My story is quite interesting, it started in high school. I had gotten into a relationship in high school in 11th grade. I never had a boyfriend before so I was quite attached to him, and I wanted to spend every minute of my time with him. We were planning to spend our life together, we even planned which house we wanted to live in. We wanted to spend every single minute together. I even snuck out the house with him, using my best friend as an excuse. Oh yeah, let me introduce my best friends, they were always so encouraging, and we had the best friendship ever. I could trust them with every secret of mine; they were the best friends ever. They were actually the reason my boyfriend and I met in high school.
Back to my story, I was in 11th grade, so was super busy, but whenever I went out, I was with my boyfriend. We even wanted to go to college together. In the 12th grade when school got easier, I spent all of my lunches with my boyfriend. My best friends always asked me to hang out with them, but I wanted to spend time with with him. I spent time after school with him; I even ditched my best friends for him. I also went to prom with him. I never thought I would do this, I thought I would always would be with my friends. He was really great in high school, a really good person, and he loved me a lot. It sounded like he would die if we were not together.

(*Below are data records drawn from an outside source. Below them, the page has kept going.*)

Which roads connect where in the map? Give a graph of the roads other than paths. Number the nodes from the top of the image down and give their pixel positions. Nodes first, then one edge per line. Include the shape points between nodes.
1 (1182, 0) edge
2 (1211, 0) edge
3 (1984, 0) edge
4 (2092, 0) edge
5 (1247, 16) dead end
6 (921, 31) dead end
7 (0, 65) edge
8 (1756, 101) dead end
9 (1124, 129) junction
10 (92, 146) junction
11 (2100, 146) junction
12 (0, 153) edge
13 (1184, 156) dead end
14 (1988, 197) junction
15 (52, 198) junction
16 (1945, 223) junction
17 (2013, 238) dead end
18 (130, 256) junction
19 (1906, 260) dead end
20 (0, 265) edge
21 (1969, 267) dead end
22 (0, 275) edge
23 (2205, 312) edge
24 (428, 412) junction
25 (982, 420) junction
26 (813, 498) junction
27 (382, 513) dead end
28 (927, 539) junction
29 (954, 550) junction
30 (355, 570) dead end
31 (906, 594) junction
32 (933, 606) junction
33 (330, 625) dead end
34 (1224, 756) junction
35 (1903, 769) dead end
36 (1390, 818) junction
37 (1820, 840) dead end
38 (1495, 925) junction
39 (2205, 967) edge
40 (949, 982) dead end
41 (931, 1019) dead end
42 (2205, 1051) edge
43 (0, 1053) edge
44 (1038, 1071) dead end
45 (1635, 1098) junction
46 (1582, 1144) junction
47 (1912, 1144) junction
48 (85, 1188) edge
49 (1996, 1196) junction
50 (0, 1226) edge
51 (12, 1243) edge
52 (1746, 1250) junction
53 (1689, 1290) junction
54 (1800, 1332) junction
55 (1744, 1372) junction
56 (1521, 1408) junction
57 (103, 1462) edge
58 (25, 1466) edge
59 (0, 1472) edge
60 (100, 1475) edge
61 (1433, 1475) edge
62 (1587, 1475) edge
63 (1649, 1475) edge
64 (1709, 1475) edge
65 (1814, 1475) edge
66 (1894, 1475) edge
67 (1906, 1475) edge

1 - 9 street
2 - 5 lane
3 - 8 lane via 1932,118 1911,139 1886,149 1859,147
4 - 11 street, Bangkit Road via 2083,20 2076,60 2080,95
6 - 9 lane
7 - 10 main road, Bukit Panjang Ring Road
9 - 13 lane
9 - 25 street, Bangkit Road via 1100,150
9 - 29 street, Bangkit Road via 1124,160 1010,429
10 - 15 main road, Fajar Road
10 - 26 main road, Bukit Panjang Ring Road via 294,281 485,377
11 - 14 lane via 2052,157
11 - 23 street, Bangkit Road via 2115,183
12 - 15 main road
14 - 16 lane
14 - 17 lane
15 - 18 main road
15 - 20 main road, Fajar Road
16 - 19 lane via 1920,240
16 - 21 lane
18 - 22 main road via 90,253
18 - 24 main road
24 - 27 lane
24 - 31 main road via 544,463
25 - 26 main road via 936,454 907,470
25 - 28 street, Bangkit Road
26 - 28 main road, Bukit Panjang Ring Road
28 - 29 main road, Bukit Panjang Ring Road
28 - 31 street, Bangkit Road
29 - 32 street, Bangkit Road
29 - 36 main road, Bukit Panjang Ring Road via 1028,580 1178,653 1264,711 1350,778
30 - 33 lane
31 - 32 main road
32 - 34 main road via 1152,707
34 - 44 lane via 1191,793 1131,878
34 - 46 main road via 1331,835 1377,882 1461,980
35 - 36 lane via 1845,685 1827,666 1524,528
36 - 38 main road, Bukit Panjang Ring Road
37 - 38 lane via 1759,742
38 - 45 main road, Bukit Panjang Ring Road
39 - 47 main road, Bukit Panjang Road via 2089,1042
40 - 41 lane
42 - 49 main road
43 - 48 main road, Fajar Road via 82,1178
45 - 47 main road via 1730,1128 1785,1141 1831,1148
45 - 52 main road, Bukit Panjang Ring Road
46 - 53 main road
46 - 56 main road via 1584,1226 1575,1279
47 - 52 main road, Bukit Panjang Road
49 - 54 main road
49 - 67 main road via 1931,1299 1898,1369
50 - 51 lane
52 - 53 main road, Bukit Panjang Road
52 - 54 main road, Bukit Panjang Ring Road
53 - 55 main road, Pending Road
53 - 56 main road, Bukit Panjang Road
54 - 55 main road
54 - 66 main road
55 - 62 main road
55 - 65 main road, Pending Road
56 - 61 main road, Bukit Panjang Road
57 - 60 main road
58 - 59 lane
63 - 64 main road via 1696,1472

After a while, I lost touch with my friends, I got into college with my boyfriend. But little did I know that he would start being obsessive. It would scare me, so I wanted to break the relationship. But he wouldn't let me, he stalked me everywhere and wouldn't let me go. One day he kidnapped me and brutally raped me. I was devastated because I lost all my friends and everyone, because I thought he was a good guy. You never know what a guy actually is. I forever lost my good friends for him, and now suffering from depression, anxiety and trust issues. Everyday I want to kill myself, but I'm still living. Never trust someone too deeply that you give up everything for him.